- [Task directions]: Leaving every picture out, repeat all of the entries below exactly.

- [Dataset extract]:
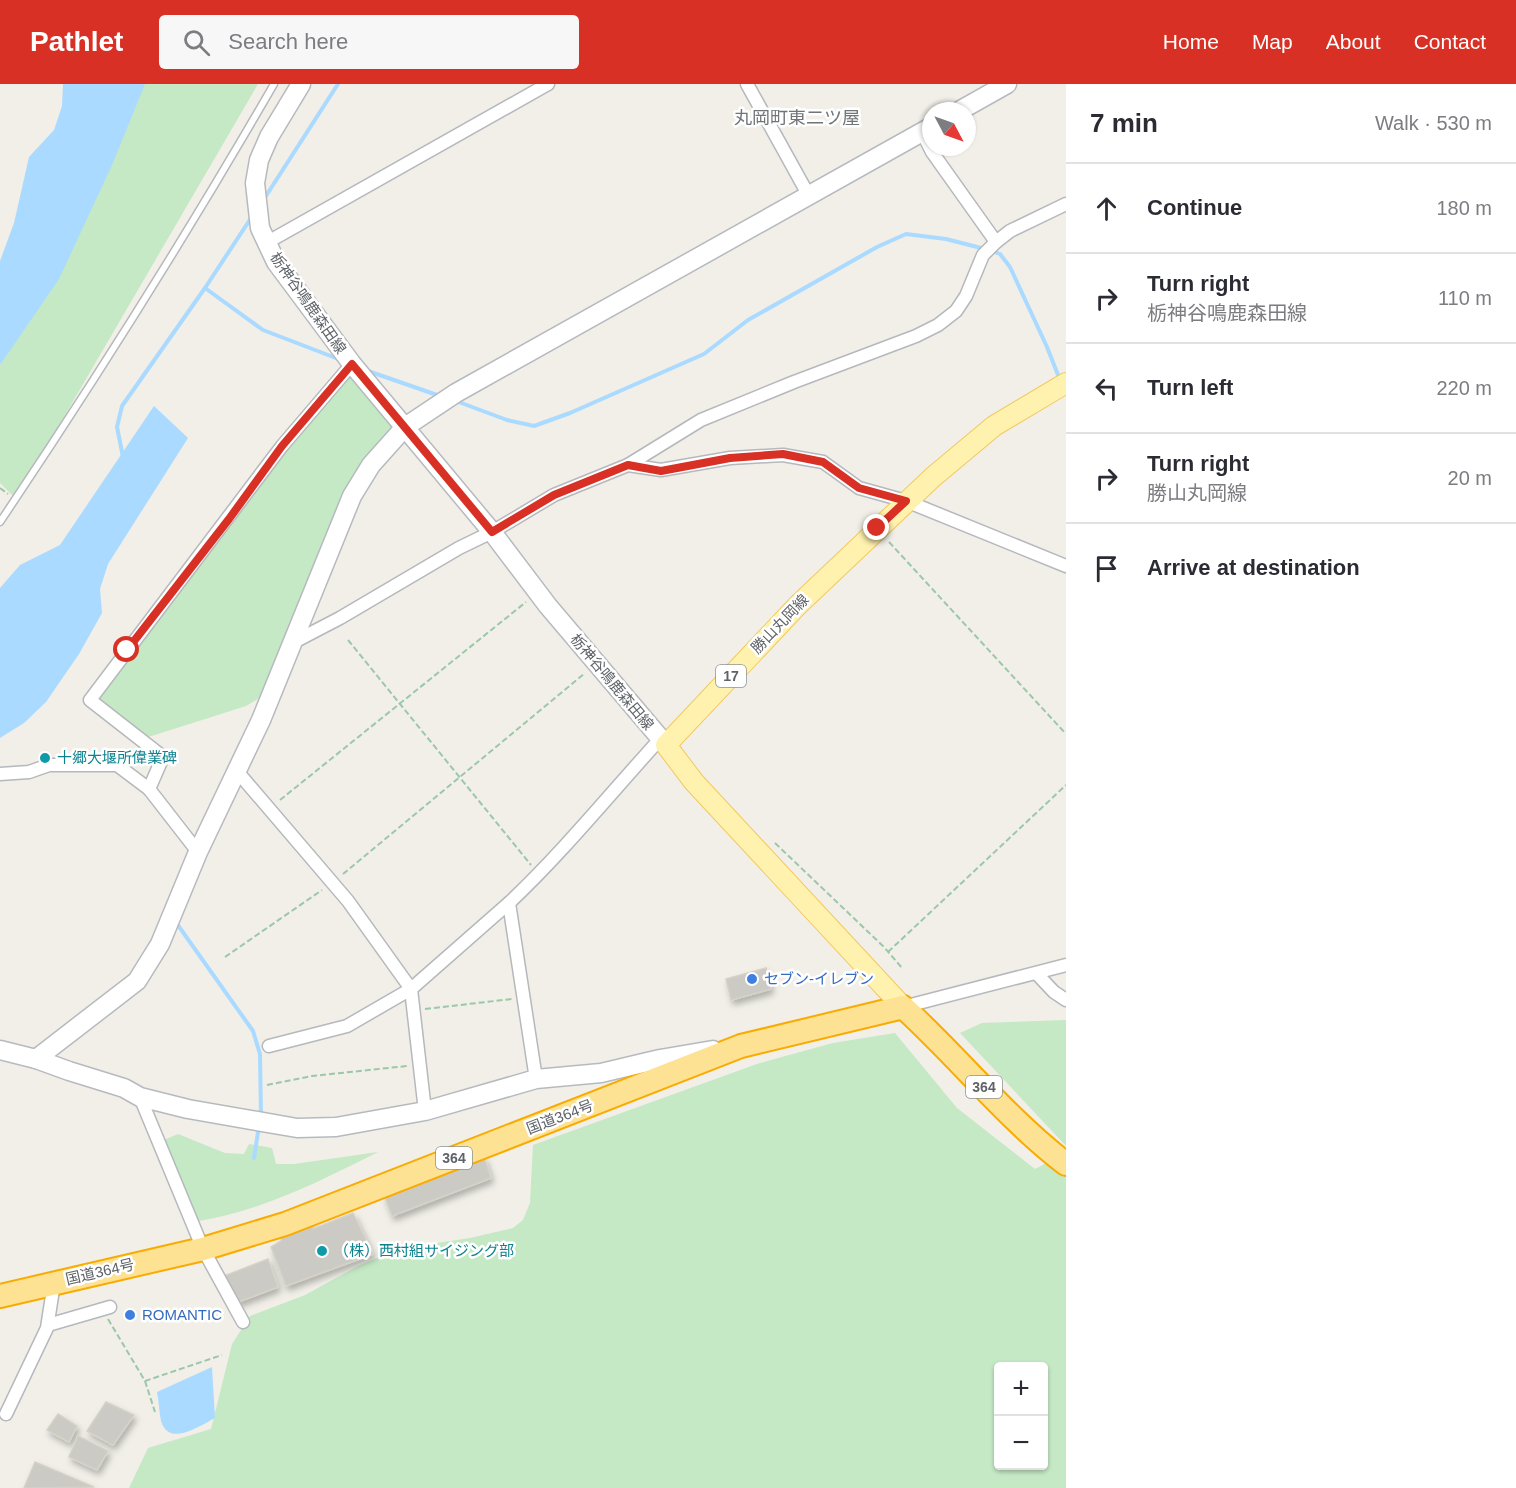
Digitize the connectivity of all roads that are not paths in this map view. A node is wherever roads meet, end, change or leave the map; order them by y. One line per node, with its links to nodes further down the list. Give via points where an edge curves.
1 (274, 84): 18 (lane, via 124,331)
2 (301, 84): 11 (street, 栃神谷鳴鹿森田線, via 259,160 255,183)
3 (548, 84): 11 (street)
4 (747, 84): 9 (street)
5 (1007, 84): 6 (street)
6 (975, 102)
7 (922, 131): 9 (street)
8 (935, 156): 12 (street)
9 (809, 196): 15 (street, via 456,393)
10 (1066, 204): 12 (street)
11 (263, 235): 13 (street, 栃神谷鳴鹿森田線, via 293,287)
12 (996, 242): 16 (street, via 983,255 956,311 938,325 701,420)
13 (352, 364): 15 (street, 栃神谷鳴鹿森田線); 25 (street, via 282,446 90,700 163,757)
14 (1066, 383): 17 (main road, 勝山丸岡線 / 17, via 994,426)
15 (405, 427): 19 (street, 栃神谷鳴鹿森田線); 21 (street, via 371,465 352,496)
16 (628, 465): 17 (street, via 661,471 730,458 783,454 823,462 859,488); 19 (street, via 554,495)
17 (906, 501): 20 (street); 22 (main road, 勝山丸岡線 / 17)
18 (0, 522)
19 (492, 532): 21 (street); 22 (street, 栃神谷鳴鹿森田線, via 537,593)
20 (1066, 566)
21 (294, 642): 23 (street)
22 (663, 742): 27 (street); 32 (main road, via 693,782)
23 (236, 770): 26 (street); 30 (street, via 333,883)
24 (0, 774): 25 (street, via 49,765 117,765)
25 (150, 789): 26 (street)
26 (198, 852): 36 (street, via 160,944 137,981)
27 (509, 903): 30 (street); 37 (street)
28 (1066, 965): 29 (street)
29 (1037, 974): 31 (street); 32 (street)
30 (411, 989): 33 (street, via 346,1026); 39 (street)
31 (1066, 1000)
32 (903, 1006): 34 (highway, 国道364号 / 364); 40 (highway, 364, via 1034,1140)
33 (269, 1046)
34 (741, 1046): 37 (street, via 601,1073); 41 (highway, 国道364号 / 364, via 285,1224)
35 (0, 1050): 36 (street)
36 (36, 1059): 38 (street)
37 (536, 1079): 39 (street)
38 (140, 1097): 39 (street, via 297,1128 336,1127); 41 (street)
39 (425, 1112)
40 (1066, 1164)
41 (203, 1249): 42 (highway, 国道364号 / 364); 45 (street)
42 (54, 1283): 43 (highway, 国道364号 / 364); 46 (street)
43 (0, 1296)
44 (106, 1309): 46 (street)
45 (243, 1322)
46 (48, 1325): 47 (street)
47 (6, 1414)

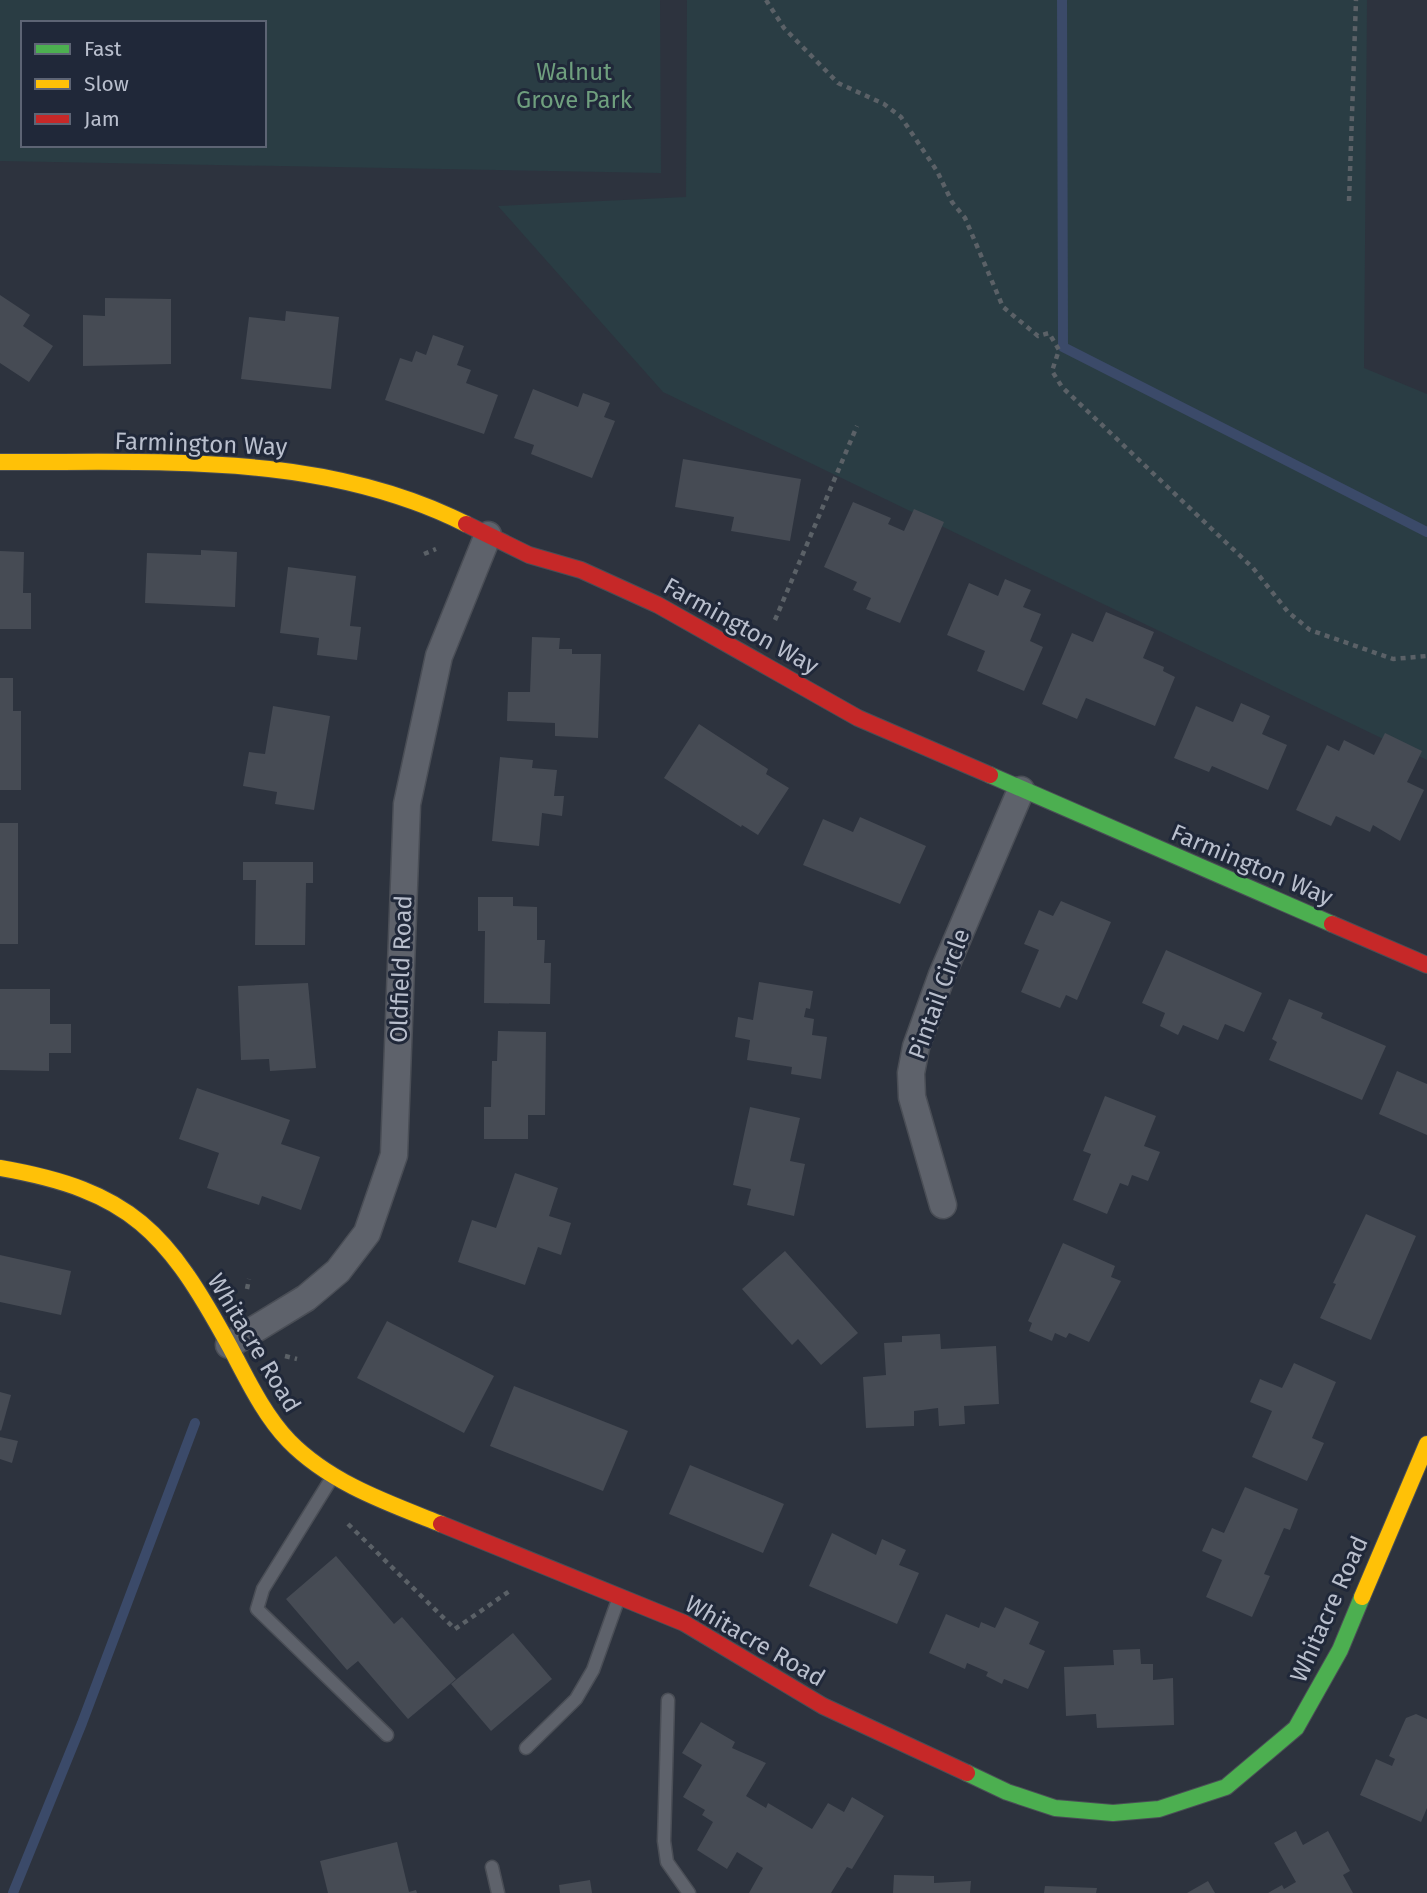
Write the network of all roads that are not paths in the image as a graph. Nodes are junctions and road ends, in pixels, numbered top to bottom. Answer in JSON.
{"nodes":[{"id":1,"x":0,"y":462,"type":"edge"},
{"id":2,"x":488,"y":535,"type":"junction"},
{"id":3,"x":1021,"y":790,"type":"junction"},
{"id":4,"x":1427,"y":965,"type":"edge"},
{"id":5,"x":0,"y":1168,"type":"edge"},
{"id":6,"x":943,"y":1205,"type":"dead end"},
{"id":7,"x":229,"y":1345,"type":"junction"},
{"id":8,"x":1427,"y":1444,"type":"edge"},
{"id":9,"x":333,"y":1476,"type":"junction"},
{"id":10,"x":620,"y":1595,"type":"junction"},
{"id":11,"x":668,"y":1700,"type":"dead end"},
{"id":12,"x":387,"y":1735,"type":"dead end"},
{"id":13,"x":526,"y":1748,"type":"dead end"},
{"id":14,"x":492,"y":1867,"type":"dead end"},
{"id":15,"x":498,"y":1893,"type":"edge"},
{"id":16,"x":689,"y":1893,"type":"edge"}],
"edges":[{"from":1,"to":2,"type":"street","name":"Farmington Way"},
{"from":2,"to":3,"type":"street","name":"Farmington Way"},
{"from":2,"to":7,"type":"street","name":"Oldfield Road"},
{"from":3,"to":4,"type":"street","name":"Farmington Way"},
{"from":3,"to":6,"type":"street","name":"Pintail Circle"},
{"from":5,"to":7,"type":"street","name":"Whitacre Road"},
{"from":7,"to":9,"type":"street","name":"Whitacre Road"},
{"from":8,"to":10,"type":"street","name":"Whitacre Road"},
{"from":9,"to":10,"type":"street","name":"Whitacre Road"},
{"from":9,"to":12,"type":"lane"},
{"from":10,"to":13,"type":"lane"},
{"from":11,"to":16,"type":"lane"},
{"from":14,"to":15,"type":"lane"}]}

- [Answer to the exercise]:
Digitize the connectivity of all roads that are not paths in this map view. A node is wherever roads meet, end, change or leave the map; order them by y. One line per node, with its links to nodes further down the list. Give via points where an edge curves.
1 (274, 84): 18 (lane, via 124,331)
2 (301, 84): 11 (street, 栃神谷鳴鹿森田線, via 259,160 255,183)
3 (548, 84): 11 (street)
4 (747, 84): 9 (street)
5 (1007, 84): 6 (street)
6 (975, 102)
7 (922, 131): 9 (street)
8 (935, 156): 12 (street)
9 (809, 196): 15 (street, via 456,393)
10 (1066, 204): 12 (street)
11 (263, 235): 13 (street, 栃神谷鳴鹿森田線, via 293,287)
12 (996, 242): 16 (street, via 983,255 956,311 938,325 701,420)
13 (352, 364): 15 (street, 栃神谷鳴鹿森田線); 25 (street, via 282,446 90,700 163,757)
14 (1066, 383): 17 (main road, 勝山丸岡線 / 17, via 994,426)
15 (405, 427): 19 (street, 栃神谷鳴鹿森田線); 21 (street, via 371,465 352,496)
16 (628, 465): 17 (street, via 661,471 730,458 783,454 823,462 859,488); 19 (street, via 554,495)
17 (906, 501): 20 (street); 22 (main road, 勝山丸岡線 / 17)
18 (0, 522)
19 (492, 532): 21 (street); 22 (street, 栃神谷鳴鹿森田線, via 537,593)
20 (1066, 566)
21 (294, 642): 23 (street)
22 (663, 742): 27 (street); 32 (main road, via 693,782)
23 (236, 770): 26 (street); 30 (street, via 333,883)
24 (0, 774): 25 (street, via 49,765 117,765)
25 (150, 789): 26 (street)
26 (198, 852): 36 (street, via 160,944 137,981)
27 (509, 903): 30 (street); 37 (street)
28 (1066, 965): 29 (street)
29 (1037, 974): 31 (street); 32 (street)
30 (411, 989): 33 (street, via 346,1026); 39 (street)
31 (1066, 1000)
32 (903, 1006): 34 (highway, 国道364号 / 364); 40 (highway, 364, via 1034,1140)
33 (269, 1046)
34 (741, 1046): 37 (street, via 601,1073); 41 (highway, 国道364号 / 364, via 285,1224)
35 (0, 1050): 36 (street)
36 (36, 1059): 38 (street)
37 (536, 1079): 39 (street)
38 (140, 1097): 39 (street, via 297,1128 336,1127); 41 (street)
39 (425, 1112)
40 (1066, 1164)
41 (203, 1249): 42 (highway, 国道364号 / 364); 45 (street)
42 (54, 1283): 43 (highway, 国道364号 / 364); 46 (street)
43 (0, 1296)
44 (106, 1309): 46 (street)
45 (243, 1322)
46 (48, 1325): 47 (street)
47 (6, 1414)

Write the network of all roads that are not paths in the image as a graph. Nodes are junctions and road ends, in pixels, numbered top to bottom. Answer in JSON.
{"nodes":[{"id":1,"x":0,"y":462,"type":"edge"},
{"id":2,"x":488,"y":535,"type":"junction"},
{"id":3,"x":1021,"y":790,"type":"junction"},
{"id":4,"x":1427,"y":965,"type":"edge"},
{"id":5,"x":0,"y":1168,"type":"edge"},
{"id":6,"x":943,"y":1205,"type":"dead end"},
{"id":7,"x":229,"y":1345,"type":"junction"},
{"id":8,"x":1427,"y":1444,"type":"edge"},
{"id":9,"x":333,"y":1476,"type":"junction"},
{"id":10,"x":620,"y":1595,"type":"junction"},
{"id":11,"x":668,"y":1700,"type":"dead end"},
{"id":12,"x":387,"y":1735,"type":"dead end"},
{"id":13,"x":526,"y":1748,"type":"dead end"},
{"id":14,"x":492,"y":1867,"type":"dead end"},
{"id":15,"x":498,"y":1893,"type":"edge"},
{"id":16,"x":689,"y":1893,"type":"edge"}],
"edges":[{"from":1,"to":2,"type":"street","name":"Farmington Way"},
{"from":2,"to":3,"type":"street","name":"Farmington Way"},
{"from":2,"to":7,"type":"street","name":"Oldfield Road"},
{"from":3,"to":4,"type":"street","name":"Farmington Way"},
{"from":3,"to":6,"type":"street","name":"Pintail Circle"},
{"from":5,"to":7,"type":"street","name":"Whitacre Road"},
{"from":7,"to":9,"type":"street","name":"Whitacre Road"},
{"from":8,"to":10,"type":"street","name":"Whitacre Road"},
{"from":9,"to":10,"type":"street","name":"Whitacre Road"},
{"from":9,"to":12,"type":"lane"},
{"from":10,"to":13,"type":"lane"},
{"from":11,"to":16,"type":"lane"},
{"from":14,"to":15,"type":"lane"}]}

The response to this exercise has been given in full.